## Problem to solve
Your response should contain each line of the data that includes "Harbor".

-- Material supplied follows --

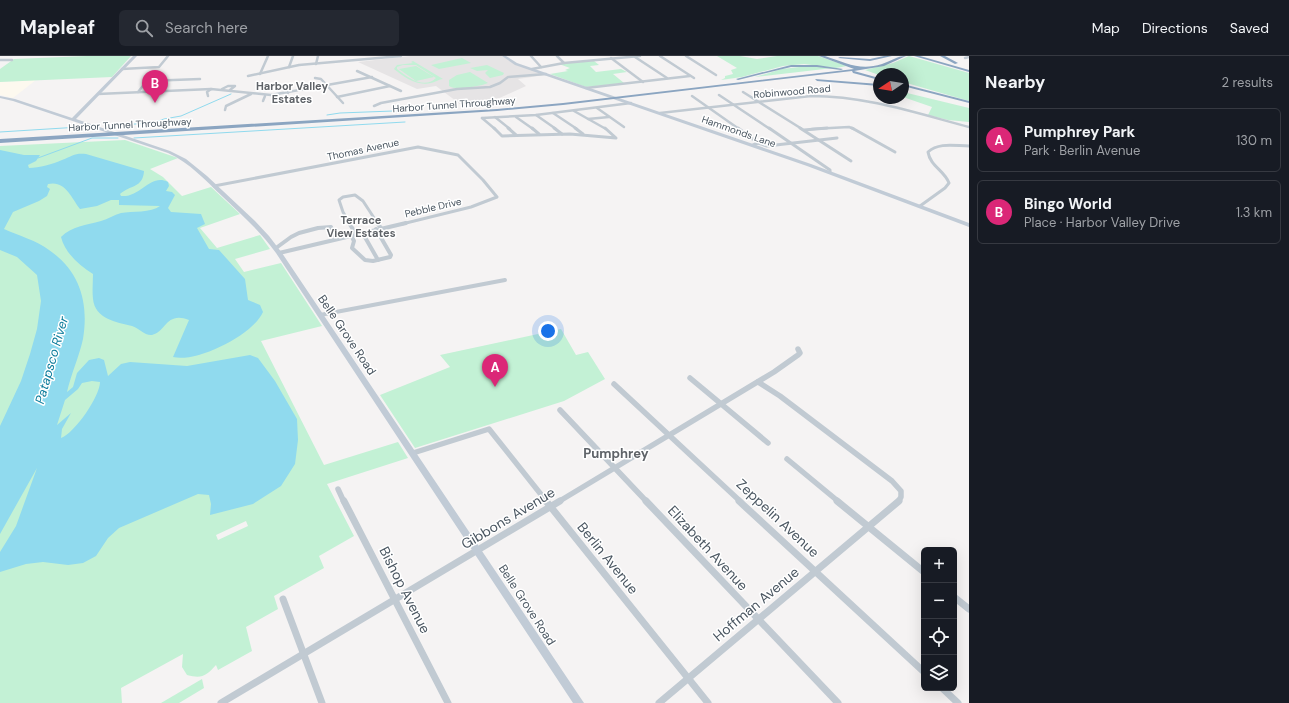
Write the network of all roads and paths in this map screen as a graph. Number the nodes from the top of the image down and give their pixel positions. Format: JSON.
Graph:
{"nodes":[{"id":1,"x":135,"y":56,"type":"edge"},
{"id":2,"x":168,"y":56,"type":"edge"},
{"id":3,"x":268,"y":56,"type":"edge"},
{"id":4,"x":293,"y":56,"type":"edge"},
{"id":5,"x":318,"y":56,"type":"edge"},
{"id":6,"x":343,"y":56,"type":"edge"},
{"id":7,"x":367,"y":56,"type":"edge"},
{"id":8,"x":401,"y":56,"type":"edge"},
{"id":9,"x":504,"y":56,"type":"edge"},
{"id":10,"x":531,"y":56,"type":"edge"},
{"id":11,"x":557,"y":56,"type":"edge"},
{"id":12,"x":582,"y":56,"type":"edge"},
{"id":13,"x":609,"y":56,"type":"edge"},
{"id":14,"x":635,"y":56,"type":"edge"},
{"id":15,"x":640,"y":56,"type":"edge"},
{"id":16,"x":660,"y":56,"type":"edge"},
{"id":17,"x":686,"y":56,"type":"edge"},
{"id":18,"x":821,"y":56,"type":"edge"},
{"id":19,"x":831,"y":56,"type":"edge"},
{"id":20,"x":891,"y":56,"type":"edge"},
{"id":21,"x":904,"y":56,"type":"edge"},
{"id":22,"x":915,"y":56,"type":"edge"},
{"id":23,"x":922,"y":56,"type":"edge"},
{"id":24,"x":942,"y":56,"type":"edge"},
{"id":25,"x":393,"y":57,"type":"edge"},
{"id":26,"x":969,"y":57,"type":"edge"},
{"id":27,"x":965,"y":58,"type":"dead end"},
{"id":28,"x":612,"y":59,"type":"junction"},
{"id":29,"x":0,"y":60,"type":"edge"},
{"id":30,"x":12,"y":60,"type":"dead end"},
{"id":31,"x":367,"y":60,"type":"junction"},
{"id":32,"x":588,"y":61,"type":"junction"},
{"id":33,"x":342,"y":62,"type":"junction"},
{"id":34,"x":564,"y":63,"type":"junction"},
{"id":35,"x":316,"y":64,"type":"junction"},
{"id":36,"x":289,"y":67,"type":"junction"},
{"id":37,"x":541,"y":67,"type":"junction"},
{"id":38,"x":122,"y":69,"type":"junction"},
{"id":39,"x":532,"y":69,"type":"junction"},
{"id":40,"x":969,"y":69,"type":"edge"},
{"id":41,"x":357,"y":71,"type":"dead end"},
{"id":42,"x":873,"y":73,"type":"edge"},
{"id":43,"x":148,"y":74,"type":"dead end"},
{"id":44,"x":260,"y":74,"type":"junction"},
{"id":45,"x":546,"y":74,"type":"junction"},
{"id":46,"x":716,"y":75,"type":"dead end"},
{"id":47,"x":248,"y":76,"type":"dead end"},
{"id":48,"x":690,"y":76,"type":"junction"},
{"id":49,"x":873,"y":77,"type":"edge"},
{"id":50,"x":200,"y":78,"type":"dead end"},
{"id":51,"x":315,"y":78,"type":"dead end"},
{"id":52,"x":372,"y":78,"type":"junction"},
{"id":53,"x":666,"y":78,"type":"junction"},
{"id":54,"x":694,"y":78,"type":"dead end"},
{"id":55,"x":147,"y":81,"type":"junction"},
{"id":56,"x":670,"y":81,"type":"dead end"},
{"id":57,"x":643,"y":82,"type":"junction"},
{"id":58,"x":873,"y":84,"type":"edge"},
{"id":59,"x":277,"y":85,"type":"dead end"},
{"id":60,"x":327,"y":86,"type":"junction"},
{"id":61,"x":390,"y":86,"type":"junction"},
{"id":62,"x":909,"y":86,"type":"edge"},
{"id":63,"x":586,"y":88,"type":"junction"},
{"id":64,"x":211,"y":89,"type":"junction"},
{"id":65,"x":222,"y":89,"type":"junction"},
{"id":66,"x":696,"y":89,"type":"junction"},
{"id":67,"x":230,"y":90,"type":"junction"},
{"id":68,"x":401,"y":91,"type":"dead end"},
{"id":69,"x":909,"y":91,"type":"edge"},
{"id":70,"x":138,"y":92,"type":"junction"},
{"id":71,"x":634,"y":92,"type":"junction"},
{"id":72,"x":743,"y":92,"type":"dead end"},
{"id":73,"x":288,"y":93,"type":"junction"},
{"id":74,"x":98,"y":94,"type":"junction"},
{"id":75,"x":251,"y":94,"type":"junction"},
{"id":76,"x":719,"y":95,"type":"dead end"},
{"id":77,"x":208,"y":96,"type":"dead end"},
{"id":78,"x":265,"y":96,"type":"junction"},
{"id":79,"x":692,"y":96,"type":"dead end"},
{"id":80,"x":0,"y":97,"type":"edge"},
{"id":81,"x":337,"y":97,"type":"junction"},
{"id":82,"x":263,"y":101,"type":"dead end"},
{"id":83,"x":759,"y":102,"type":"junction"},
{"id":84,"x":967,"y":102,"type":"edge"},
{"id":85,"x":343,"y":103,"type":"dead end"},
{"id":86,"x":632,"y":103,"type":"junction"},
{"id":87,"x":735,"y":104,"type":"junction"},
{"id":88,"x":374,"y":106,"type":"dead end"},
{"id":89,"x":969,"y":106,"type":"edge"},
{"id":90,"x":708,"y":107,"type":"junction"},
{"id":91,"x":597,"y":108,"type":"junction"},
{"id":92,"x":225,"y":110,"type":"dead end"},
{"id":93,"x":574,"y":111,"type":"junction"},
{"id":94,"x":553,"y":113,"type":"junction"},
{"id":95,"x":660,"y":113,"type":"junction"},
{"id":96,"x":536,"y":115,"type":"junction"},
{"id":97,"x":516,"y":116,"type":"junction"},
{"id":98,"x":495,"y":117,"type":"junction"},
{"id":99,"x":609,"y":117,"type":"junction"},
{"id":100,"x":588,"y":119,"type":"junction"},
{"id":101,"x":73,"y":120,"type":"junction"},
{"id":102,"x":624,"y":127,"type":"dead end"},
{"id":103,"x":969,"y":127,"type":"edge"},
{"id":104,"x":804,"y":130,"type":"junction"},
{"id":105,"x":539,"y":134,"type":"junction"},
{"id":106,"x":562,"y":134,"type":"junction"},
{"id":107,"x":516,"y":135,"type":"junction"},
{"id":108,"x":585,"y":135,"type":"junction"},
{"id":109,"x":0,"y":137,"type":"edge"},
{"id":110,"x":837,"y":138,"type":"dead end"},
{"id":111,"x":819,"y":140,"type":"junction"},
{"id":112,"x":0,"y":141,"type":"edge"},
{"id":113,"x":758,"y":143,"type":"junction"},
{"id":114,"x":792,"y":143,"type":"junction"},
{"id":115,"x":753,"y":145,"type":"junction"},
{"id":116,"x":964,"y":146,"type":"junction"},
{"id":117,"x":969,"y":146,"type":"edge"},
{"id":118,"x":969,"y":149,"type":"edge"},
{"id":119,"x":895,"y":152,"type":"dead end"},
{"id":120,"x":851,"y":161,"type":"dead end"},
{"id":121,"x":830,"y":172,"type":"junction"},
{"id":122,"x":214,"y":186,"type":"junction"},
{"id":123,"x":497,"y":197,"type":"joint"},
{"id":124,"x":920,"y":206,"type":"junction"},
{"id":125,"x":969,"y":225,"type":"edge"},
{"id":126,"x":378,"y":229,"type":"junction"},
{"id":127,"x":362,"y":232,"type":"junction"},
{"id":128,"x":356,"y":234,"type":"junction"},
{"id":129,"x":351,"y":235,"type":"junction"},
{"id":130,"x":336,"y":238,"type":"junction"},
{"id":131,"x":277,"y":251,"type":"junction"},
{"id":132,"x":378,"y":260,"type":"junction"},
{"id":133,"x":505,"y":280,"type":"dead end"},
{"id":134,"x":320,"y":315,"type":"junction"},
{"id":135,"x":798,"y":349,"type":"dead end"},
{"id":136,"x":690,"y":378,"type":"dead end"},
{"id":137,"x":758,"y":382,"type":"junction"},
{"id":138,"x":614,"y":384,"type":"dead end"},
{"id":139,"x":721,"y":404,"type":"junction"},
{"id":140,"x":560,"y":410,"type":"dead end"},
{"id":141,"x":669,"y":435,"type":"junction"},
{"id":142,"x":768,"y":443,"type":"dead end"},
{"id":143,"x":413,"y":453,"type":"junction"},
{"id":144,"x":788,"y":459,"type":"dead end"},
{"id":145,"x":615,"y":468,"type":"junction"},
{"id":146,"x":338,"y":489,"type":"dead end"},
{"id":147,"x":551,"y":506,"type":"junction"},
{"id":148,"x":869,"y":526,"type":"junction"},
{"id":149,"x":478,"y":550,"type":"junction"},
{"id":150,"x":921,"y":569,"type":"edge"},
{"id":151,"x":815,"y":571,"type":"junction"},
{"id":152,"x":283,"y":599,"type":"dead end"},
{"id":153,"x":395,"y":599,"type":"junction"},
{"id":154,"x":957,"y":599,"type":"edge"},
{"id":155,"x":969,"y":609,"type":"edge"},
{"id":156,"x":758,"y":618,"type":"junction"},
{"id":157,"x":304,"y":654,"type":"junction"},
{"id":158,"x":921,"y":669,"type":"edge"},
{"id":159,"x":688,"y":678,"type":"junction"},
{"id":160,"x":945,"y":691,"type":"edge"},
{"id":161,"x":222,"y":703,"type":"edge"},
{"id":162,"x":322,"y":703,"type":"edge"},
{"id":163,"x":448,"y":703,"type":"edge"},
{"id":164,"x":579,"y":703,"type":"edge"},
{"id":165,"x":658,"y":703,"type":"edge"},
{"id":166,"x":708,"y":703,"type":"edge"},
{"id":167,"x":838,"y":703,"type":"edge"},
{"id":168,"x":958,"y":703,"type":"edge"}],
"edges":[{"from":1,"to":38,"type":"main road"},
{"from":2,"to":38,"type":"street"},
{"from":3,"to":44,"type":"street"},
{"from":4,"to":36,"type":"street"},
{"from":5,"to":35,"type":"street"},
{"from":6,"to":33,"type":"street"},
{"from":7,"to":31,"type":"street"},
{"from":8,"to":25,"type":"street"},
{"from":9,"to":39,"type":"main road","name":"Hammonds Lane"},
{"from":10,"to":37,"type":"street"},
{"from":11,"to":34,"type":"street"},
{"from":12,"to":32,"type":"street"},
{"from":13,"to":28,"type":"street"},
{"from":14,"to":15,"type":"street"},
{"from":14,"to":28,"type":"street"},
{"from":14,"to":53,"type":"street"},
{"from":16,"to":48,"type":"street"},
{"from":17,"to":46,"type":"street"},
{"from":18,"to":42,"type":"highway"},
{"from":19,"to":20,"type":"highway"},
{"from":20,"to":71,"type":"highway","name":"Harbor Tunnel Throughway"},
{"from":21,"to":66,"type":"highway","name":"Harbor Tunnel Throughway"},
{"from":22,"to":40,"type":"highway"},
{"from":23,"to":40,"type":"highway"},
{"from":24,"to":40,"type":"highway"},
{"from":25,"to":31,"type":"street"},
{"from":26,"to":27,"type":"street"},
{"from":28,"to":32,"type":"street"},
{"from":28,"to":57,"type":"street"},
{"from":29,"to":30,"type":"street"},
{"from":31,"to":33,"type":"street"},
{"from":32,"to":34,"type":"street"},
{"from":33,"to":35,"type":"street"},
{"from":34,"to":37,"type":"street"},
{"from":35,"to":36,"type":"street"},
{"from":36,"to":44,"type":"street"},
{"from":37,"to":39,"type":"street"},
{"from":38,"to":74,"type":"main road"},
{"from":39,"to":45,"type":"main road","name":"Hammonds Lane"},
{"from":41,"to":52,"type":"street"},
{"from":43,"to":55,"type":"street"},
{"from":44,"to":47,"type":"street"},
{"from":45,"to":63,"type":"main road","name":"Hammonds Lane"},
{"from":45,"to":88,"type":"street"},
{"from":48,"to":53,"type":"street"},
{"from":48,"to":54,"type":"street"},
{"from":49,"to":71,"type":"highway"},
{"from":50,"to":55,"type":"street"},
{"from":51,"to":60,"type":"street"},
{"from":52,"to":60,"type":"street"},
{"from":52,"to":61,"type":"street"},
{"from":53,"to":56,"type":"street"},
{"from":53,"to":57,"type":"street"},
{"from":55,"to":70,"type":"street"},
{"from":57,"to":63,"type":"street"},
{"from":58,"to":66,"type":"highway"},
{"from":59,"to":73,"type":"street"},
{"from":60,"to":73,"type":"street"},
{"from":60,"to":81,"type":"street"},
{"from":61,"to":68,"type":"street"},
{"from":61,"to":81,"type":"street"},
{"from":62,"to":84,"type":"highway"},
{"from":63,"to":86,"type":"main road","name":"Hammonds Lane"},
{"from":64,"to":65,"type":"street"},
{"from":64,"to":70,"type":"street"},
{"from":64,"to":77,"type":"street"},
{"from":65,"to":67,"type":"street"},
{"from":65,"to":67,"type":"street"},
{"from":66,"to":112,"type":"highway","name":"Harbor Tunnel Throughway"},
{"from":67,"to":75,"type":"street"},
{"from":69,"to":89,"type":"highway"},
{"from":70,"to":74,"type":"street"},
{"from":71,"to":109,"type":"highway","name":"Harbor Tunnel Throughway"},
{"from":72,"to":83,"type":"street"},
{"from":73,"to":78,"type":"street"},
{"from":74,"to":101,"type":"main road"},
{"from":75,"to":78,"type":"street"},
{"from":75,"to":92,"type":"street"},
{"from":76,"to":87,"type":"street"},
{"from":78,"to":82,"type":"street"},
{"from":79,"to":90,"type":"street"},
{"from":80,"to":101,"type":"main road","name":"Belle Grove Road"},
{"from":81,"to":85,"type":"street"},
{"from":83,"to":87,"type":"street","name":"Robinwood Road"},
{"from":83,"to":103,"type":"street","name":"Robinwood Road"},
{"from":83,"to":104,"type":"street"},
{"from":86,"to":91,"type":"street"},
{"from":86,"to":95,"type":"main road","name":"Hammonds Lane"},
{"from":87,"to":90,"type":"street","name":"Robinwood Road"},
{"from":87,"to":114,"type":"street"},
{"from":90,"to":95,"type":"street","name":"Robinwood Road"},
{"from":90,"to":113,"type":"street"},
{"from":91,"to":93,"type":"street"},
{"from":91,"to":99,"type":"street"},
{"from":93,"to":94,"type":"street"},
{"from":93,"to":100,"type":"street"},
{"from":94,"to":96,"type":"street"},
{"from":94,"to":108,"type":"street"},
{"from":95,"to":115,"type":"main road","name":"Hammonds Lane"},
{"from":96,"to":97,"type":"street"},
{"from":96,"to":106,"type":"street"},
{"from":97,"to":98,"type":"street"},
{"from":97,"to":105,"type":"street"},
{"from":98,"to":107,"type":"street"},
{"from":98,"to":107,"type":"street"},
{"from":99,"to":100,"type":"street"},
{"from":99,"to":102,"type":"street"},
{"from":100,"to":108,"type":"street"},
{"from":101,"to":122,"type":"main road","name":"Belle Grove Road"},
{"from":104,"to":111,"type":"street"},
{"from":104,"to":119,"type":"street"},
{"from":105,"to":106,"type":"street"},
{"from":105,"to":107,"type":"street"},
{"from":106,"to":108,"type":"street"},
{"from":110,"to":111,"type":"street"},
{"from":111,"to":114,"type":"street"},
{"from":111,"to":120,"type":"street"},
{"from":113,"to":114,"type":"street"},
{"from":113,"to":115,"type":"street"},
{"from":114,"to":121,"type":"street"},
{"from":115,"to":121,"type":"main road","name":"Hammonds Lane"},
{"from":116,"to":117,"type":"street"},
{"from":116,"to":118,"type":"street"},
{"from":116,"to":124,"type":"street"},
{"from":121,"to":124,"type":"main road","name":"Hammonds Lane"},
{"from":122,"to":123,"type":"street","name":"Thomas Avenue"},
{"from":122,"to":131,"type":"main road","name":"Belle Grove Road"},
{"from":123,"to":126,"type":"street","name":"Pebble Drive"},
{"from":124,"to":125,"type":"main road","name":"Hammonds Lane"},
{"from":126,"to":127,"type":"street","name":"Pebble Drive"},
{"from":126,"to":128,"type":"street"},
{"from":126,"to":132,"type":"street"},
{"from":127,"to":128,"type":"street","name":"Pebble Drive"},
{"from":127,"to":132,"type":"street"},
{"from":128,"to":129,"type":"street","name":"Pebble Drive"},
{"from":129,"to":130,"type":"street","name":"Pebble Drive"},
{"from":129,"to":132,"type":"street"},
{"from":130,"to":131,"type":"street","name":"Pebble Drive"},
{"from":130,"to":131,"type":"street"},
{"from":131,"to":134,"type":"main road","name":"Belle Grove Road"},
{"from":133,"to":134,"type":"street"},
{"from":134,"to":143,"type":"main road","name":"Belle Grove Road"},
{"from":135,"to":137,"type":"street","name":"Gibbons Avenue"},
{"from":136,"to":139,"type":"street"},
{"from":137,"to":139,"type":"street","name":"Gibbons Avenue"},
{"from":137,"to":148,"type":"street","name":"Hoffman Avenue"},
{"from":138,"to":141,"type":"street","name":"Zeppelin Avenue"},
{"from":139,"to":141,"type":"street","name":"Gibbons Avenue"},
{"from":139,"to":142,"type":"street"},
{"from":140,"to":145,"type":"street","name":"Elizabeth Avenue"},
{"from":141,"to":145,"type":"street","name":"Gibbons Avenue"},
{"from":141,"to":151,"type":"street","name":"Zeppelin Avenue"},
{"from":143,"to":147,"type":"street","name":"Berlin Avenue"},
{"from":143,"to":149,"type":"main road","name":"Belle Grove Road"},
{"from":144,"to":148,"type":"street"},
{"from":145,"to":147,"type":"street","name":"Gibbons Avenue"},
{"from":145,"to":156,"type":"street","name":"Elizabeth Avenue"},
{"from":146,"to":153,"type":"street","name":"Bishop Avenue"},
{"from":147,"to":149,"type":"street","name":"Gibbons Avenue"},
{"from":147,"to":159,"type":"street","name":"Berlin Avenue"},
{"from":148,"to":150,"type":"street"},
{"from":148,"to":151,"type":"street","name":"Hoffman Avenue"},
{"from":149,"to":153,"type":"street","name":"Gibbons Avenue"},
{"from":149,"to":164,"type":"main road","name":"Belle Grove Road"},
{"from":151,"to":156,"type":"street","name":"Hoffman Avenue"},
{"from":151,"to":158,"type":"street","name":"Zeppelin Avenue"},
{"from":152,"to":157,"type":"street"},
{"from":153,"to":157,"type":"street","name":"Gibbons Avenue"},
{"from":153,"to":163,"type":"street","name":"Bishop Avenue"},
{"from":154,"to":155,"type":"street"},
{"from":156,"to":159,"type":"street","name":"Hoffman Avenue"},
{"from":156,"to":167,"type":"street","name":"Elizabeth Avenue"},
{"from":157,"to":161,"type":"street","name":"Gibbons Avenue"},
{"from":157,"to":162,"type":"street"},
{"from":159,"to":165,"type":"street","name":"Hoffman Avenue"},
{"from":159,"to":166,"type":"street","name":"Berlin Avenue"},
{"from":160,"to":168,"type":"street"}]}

-- Material supplied concluded --

## Written answer
{"from":20,"to":71,"type":"highway","name":"Harbor Tunnel Throughway"},
{"from":21,"to":66,"type":"highway","name":"Harbor Tunnel Throughway"},
{"from":66,"to":112,"type":"highway","name":"Harbor Tunnel Throughway"},
{"from":71,"to":109,"type":"highway","name":"Harbor Tunnel Throughway"},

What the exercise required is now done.